When you do that you discover that the size of the cable required so that
it will not vaporize due to the current density is as big around as your
leg with matching connectors.

Energy sources are rated in KWh and is equivalent to 1000 x V x A x h.

A typical electric car battery is around 30 KWh and 100 volts and 6 minutes
is 0.1 hours so:

30,000 / (100 x .1) = 3,000 Amps

To put the wire required in perspective, those big heavy cables on an
arc welder are good for a current of around 100 Amps so your charging
cable would have to be about 30 times bigger than arc welder cables.

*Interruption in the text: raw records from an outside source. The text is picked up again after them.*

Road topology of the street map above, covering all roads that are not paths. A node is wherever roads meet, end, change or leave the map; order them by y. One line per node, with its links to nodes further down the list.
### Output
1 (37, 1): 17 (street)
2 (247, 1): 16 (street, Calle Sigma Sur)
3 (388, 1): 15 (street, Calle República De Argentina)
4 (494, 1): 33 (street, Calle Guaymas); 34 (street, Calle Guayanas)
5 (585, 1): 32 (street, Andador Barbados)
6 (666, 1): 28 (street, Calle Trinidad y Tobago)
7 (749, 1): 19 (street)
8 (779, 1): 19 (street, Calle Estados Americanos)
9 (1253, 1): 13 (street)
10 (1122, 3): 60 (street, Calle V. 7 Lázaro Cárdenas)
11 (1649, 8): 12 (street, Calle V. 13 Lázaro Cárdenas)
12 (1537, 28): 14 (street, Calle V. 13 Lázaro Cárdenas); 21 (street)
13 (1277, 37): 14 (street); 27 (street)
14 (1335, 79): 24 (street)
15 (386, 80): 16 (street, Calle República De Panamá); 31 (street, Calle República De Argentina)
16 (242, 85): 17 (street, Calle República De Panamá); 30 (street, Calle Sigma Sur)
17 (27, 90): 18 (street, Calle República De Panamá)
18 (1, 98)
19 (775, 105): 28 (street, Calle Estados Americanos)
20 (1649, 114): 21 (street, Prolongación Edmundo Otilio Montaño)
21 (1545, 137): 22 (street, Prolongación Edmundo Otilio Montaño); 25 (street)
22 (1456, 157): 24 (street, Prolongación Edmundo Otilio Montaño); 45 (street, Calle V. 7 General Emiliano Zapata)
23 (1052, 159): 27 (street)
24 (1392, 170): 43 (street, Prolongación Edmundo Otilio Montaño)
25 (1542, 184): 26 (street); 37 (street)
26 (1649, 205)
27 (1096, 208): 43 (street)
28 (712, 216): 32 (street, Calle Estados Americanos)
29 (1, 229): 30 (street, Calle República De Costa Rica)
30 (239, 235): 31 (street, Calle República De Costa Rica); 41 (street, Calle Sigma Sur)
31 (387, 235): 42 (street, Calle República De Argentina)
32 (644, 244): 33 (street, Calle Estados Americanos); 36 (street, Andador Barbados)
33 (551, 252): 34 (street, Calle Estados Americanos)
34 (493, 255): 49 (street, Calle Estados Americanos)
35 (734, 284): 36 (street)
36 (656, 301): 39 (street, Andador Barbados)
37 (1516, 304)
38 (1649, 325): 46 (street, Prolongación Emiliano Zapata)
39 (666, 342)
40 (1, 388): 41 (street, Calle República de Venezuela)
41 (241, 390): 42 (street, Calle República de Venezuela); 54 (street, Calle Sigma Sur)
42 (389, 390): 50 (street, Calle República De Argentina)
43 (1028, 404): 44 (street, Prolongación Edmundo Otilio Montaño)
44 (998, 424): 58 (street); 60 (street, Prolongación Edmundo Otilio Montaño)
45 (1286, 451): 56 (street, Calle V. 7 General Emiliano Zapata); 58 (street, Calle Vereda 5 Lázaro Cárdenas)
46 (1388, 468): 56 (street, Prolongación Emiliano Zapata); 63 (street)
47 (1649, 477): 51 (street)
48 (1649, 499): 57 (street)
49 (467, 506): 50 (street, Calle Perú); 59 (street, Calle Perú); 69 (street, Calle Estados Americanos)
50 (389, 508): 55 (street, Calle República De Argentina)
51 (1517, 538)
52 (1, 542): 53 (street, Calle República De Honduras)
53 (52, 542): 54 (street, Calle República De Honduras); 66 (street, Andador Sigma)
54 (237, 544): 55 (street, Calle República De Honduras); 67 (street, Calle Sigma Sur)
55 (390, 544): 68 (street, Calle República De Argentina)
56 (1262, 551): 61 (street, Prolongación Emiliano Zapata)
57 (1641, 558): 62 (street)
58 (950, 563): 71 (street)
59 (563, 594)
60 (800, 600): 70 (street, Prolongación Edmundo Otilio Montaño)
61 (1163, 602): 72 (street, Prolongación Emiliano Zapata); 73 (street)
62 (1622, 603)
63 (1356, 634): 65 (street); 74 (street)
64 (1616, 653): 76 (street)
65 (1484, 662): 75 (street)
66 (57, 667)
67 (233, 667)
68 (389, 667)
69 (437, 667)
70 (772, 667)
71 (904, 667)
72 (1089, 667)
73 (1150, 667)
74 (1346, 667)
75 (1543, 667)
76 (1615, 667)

> I'm not saying it will (ever) power an airplane. Just looked
> interesting and sometimes there are great discoveries that come out of
> research, often in applications that were never part of the planned
> research itself.

Yeah, that is usually the case.


> Peace.

On 2013-02-01, > wrote:
> To put the wire required in perspective, those big heavy cables on an
> arc welder are good for a current of around 100 Amps so your charging
> cable would have to be about 30 times bigger than arc welder cables.

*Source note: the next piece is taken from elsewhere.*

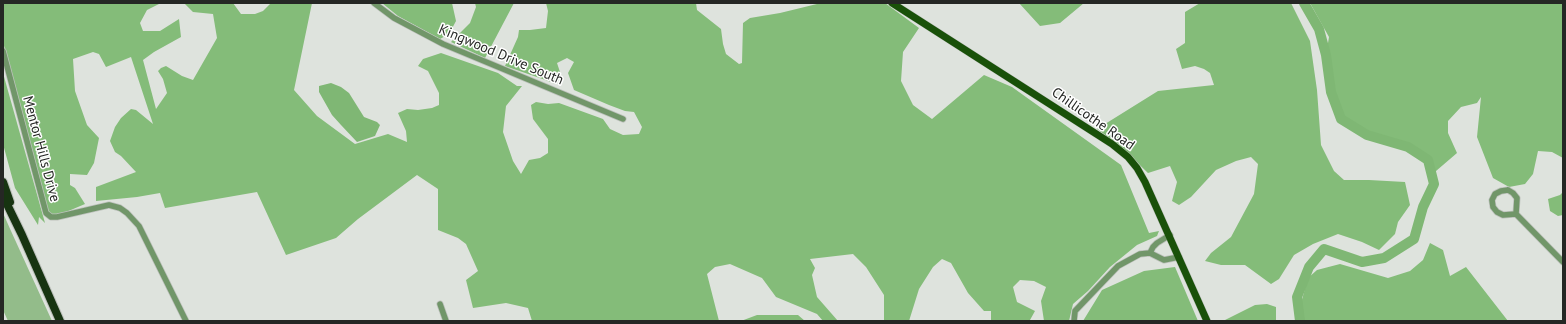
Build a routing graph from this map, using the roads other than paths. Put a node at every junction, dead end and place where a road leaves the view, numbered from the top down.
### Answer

To be precise for an interconnect of 10m, two cables of 30mm diameter
would suffice. It would give the line boy a bit of a work out but isn't
impossible. Size-wise it's a bit like two fuel hoses but *considerably*
heavier.

However, the price and other installation details of getting the
300kW feed to the FBO is left as an exercise for the reader...

Dylan Smith > wrote:
> On 2013-02-01, > wrote:
>> To put the wire required in perspective, those big heavy cables on an
>> arc welder are good for a current of around 100 Amps so your charging
>> cable would have to be about 30 times bigger than arc welder cables.
>
> To be precise for an interconnect of 10m, two cables of 30mm diameter
> would suffice. It would give the line boy a bit of a work out but isn't
> impossible. Size-wise it's a bit like two fuel hoses but *considerably*
> heavier.

I think you dropped a decimal point there.

4/0 AWG wire is about 12mm in diameter and rated for about 300 A.

Keep in mind any real world implementation would have to follow existing
regulations such as NEC and while a 30mm copper wire isn't going to
vaporize, it certainly isn't going to be cool.

Also there can be a great difference between "possible" and "practical".

> However, the price and other installation details of getting the
> 300kW feed to the FBO is left as an exercise for the reader...

And that is if you only do one at a time.

On 2013-02-04, > wrote:
>> To be precise for an interconnect of 10m, two cables of 30mm diameter
>> would suffice. It would give the line boy a bit of a work out but isn't
>> impossible. Size-wise it's a bit like two fuel hoses but *considerably*
>> heavier.
>
> I think you dropped a decimal point there.
>
> 4/0 AWG wire is about 12mm in diameter and rated for about 300 A.

No decimal point dropped.

Don't forget the DC current carrying capacity is not determined by
the radius, but the cross section area of the cable. So you wouldn't need
120mm dia. cable. A 12mm dia cable has an area of 113mm^2. Multiplying
by 10 we have a cable with a 1130mm^2 cross section, or a radius of
sqrt(1130/pi), or a 38mm diameter by just making it ten times larger
than a 300A cable (and not far off my initial guesstimate of 30mm dia).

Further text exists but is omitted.